Jobs kept his humility, says analyst Horace Dediu

King of all Apple analysts. That’s how Fortune magazine called Romanian-American analyst Horace Dediu. Visionary, who, at the same time, belongs to the most respected business analysts in the world, has answered couple of our questions. When you google the name of this very significant visionary, you’ll find out, that he has more than 350 thousand citations. The quickly changing world of technology requires constant adaptation from us all – in business and in life. Possibilities, in which Horace Dediu believes, are endless.

You’ve been always known as that guy from Nokia, who early early recognized shift in industry towards iPhone, but also car enthusiast with great observations of car industry. But then you completely changed a direction and suddenly started mapping a micro-mobility trend, few years ahead of anyone else. How a car guy starts to love bicycles?

I loved computers but quickly saw that they would become very small and fit in our pockets. That was in 1995. It took about 15 years for the version of a pocket computer that caught the imagination of the market. The miniaturization of computers was never in doubt, the question was only when the forces of development and markets would meet. I also like cars and many other things and I have been asking myself for about 5 years why they are the way they are and so slow to change. In other words I asked was why is it that the fastest machines are the slowest (to change). It became clear that the same forces acting on phones (batteries, computers) would act on vehicles. My unconventional observation was that this would happen on microvehicles much, much faster than on cars. Small things accept change much more quickly than big things. I call this the micromobility revolution.

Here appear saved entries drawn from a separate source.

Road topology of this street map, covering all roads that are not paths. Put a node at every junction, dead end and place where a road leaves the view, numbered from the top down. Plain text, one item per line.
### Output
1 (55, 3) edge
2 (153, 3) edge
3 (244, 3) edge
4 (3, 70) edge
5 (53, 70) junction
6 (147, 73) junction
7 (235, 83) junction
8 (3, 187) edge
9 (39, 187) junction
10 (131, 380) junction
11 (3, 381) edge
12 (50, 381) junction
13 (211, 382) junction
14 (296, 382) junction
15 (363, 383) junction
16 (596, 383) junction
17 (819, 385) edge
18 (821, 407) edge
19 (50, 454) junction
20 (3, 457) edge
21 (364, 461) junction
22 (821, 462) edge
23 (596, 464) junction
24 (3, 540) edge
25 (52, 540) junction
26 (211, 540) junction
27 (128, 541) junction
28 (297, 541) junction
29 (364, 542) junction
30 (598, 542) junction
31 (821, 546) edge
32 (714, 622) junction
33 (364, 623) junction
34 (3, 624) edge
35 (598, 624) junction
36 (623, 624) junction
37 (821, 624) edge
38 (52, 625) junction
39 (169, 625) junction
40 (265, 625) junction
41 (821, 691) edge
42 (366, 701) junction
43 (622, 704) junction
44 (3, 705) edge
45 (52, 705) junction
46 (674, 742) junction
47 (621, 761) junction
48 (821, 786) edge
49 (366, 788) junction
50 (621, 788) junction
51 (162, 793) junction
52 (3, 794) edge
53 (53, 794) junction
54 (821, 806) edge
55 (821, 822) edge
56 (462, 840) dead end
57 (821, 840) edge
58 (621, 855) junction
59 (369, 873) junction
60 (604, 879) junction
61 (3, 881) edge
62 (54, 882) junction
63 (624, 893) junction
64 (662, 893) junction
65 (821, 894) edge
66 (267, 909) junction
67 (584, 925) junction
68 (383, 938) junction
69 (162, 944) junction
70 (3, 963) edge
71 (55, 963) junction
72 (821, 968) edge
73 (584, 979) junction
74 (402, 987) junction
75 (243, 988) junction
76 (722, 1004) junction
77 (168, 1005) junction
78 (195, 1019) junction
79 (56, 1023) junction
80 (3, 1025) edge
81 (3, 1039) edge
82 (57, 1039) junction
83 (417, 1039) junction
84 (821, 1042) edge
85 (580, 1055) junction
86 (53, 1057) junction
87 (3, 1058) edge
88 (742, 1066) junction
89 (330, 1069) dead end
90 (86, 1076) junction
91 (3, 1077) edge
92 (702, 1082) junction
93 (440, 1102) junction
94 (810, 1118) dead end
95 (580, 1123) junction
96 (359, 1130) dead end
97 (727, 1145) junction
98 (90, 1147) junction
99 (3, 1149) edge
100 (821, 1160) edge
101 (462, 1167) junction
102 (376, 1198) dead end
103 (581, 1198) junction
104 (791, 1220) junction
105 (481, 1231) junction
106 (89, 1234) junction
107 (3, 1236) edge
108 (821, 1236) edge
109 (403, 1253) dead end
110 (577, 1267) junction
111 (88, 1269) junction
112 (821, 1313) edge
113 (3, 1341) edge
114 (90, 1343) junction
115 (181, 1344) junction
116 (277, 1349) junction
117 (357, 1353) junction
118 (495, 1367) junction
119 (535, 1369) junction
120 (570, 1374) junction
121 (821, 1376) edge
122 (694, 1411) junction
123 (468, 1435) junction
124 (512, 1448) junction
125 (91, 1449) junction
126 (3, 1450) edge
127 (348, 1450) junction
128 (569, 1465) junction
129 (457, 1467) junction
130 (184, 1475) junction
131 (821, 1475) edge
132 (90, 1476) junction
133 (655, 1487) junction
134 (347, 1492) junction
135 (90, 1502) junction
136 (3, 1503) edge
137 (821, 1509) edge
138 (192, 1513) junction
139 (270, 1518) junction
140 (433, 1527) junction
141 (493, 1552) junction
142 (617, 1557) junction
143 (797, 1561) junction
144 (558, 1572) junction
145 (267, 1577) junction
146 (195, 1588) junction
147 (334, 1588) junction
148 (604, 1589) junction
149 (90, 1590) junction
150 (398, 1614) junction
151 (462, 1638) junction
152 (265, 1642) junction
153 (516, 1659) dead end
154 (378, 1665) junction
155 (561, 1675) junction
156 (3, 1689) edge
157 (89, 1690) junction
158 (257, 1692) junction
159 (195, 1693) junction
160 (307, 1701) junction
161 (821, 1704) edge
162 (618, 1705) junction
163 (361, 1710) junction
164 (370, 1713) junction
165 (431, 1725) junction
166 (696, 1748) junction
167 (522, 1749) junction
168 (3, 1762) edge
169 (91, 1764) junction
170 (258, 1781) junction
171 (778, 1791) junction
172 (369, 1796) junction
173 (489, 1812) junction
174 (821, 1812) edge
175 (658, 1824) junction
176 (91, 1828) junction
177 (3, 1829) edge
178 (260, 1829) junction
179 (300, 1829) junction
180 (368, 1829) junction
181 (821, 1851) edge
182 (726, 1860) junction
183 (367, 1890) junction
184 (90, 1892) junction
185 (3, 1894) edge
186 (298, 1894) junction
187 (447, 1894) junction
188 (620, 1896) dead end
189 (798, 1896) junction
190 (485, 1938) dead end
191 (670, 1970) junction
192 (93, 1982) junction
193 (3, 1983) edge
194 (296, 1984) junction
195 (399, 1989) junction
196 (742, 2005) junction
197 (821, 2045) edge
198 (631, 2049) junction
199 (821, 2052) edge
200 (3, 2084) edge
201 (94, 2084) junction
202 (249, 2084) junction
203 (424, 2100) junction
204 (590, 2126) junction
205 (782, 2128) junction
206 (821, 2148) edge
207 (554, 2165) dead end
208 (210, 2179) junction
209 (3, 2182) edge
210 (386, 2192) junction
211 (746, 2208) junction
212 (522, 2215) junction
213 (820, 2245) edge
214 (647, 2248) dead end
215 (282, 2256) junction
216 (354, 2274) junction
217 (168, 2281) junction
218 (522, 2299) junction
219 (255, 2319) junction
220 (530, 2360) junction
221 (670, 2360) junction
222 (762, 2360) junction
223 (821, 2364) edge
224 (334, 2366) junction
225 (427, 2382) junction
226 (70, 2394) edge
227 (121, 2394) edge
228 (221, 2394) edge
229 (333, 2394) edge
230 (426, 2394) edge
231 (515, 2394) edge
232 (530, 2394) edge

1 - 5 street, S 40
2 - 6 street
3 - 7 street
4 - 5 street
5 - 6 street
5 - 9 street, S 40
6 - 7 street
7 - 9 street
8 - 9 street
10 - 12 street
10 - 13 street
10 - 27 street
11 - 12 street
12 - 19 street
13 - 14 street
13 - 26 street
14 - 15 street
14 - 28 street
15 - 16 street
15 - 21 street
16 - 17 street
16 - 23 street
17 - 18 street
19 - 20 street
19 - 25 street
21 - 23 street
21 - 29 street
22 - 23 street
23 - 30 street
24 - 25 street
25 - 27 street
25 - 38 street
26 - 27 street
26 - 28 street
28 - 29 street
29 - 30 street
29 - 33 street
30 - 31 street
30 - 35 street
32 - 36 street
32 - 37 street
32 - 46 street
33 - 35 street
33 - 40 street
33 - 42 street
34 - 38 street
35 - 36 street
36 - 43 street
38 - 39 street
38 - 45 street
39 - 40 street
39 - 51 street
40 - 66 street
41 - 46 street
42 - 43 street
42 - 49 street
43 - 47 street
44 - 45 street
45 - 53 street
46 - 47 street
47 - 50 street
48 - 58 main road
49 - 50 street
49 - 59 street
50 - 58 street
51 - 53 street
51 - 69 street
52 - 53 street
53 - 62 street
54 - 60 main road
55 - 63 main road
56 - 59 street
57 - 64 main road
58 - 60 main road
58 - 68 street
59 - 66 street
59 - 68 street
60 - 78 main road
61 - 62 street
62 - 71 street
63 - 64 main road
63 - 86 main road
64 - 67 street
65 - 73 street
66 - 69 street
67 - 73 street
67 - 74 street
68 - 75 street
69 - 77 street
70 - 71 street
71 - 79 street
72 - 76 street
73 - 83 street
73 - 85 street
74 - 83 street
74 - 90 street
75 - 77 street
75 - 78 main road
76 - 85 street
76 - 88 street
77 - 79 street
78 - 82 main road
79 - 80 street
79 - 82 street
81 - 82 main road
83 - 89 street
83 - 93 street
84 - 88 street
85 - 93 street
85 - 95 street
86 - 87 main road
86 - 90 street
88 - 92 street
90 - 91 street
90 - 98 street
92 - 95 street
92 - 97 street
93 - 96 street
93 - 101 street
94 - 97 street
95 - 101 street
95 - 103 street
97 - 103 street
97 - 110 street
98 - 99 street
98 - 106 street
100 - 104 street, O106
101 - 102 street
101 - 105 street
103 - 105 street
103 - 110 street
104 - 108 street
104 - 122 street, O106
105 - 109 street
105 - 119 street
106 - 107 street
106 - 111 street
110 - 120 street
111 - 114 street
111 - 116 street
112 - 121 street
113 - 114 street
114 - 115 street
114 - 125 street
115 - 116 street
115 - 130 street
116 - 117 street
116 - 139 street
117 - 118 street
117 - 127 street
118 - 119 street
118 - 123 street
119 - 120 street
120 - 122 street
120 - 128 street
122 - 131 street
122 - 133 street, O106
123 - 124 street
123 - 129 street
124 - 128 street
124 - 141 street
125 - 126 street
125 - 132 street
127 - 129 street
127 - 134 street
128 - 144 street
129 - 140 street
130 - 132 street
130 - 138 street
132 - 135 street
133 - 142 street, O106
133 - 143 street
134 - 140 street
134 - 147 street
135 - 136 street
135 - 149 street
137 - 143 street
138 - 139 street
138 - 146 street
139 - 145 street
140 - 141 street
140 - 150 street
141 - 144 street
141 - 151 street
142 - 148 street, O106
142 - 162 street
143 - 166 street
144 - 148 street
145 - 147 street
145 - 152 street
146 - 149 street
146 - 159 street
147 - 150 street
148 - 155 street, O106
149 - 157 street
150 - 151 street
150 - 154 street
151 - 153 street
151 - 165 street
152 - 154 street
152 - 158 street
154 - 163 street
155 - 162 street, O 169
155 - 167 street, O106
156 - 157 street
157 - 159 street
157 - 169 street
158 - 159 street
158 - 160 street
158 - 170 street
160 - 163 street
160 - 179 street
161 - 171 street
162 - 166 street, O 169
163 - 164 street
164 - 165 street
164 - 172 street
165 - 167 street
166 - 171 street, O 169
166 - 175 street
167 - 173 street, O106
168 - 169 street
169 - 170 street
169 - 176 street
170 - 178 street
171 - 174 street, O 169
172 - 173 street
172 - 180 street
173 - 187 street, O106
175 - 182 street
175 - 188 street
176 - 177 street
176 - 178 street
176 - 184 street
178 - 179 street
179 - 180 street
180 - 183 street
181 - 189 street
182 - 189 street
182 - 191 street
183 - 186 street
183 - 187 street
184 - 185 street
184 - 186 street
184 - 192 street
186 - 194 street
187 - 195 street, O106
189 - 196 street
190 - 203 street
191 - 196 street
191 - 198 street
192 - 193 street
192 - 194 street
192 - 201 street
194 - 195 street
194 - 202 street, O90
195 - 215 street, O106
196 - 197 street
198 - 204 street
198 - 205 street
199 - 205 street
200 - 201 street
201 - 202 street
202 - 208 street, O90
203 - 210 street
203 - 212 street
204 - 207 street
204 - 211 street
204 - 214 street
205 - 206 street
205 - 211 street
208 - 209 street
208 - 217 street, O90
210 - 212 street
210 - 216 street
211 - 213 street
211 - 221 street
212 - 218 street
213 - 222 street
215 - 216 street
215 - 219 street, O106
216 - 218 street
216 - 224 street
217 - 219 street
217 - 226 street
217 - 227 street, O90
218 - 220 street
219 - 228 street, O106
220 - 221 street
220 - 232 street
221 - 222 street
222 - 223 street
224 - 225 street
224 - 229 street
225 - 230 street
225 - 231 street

Also you are quite vocal critic of Elon Musk and Tesla. For many people Musk is the new visionary, new Steve Jobs. What is that thing, that Jobs had and Musk does not?

Success can come from many places but once successful, failure can only come from one place: the loss of humility. Tragically, if you are successful humility becomes almost impossible to hold on to. I have known many successful people who mourn its loss. Jobs managed to keep his.

In the recent report from The Information, just about 2 % of Amazon Alexa users bought something with voice. Do you feel that Amazon should be disappointed with this?

Alexa is a way for Amazon to increase “foot traffic” which is the fundamental determinant of store sales. I assume the logic was that Alexa becomes a virtual store front placed in a person’s house. The low conversion rate may or may not be disappointing. I am more concerned with the trojan horse of a microphone system operated by a shopkeeper in my house. Privacy is a difficult thing to measure.

Other foreign interviews:

John Voorhees: The Way Apple Succeeded May No Longer Be Possible at Its Current Size

Guilherme Rambo: People criticize me for being a spoiler

Do we have any hint how HomePod is performing?

I do not but I think a speaker is a more desirable object in a private house than a microphone. In other words, the job to be done most people have is to listen not to speak (to a machine.) The long term is for HomePod to replace speakers and deliver more music. It is not to become a shop.

When we talk about voice assistance, what’s more important product for Apple in this field: HomePod or AirPods?

AirPods and Watch are hugely disruptive. The idea of massive computing and communications products so close to us that they are almost *inside* us is astonishing. I am not typical but I have a watch with me 16 hours a day. I am near my HomePod 16 hours a month.

Is there any, even ridiculous product that you would love to buy from Apple?

Glasses. If they can deliver a great experience on a head-mounted system it would a revolutionary product.

How did you ever get to Apple? Your Favorite Apple Device?

I bought an iPod in 2002. I had had Macs before but the iPod changed everything. My favorite Apple device is the iPhone. It defined an epoch.

How do you rate Time Cook in hindsight?

He is doing a good job but I don’t think a company depends entirely on its chief. The CEO is important but who he surrounds himself with is even more important.

Technology trends tend to be cyclical, in your opinion, whats the timeframe for the next big shift in Apples business model and where do you see the iPhone dependency going over the next 5-10 years? EyePhone viable option, or do you see AR rising through Apple Glass?

It’s already happening with Services. The business model of Apple in the future will be as “technology subscriptions“. We already subscribe to products today but we don’t sign a contract. This confuses casual observers who say without a contract there is no subscription. But loyalty is much more powerful than a signed document. The strongest bonds we hold in life are in our hearts not in our pockets.

Your plans for the future?

Stay tuned. I’d like to get involved in more content creation perhaps in new media.

Horace Dediu

Horace H. Dediu is a Romanian-American industry analyst with a focus on mobile phones and especially Apple Inc.

He hosts the podcasts The Critical Path and Asymcar on 5by5 Studios, the podcast Significant Digits with Ben Bajarin, and blogs at Asymco.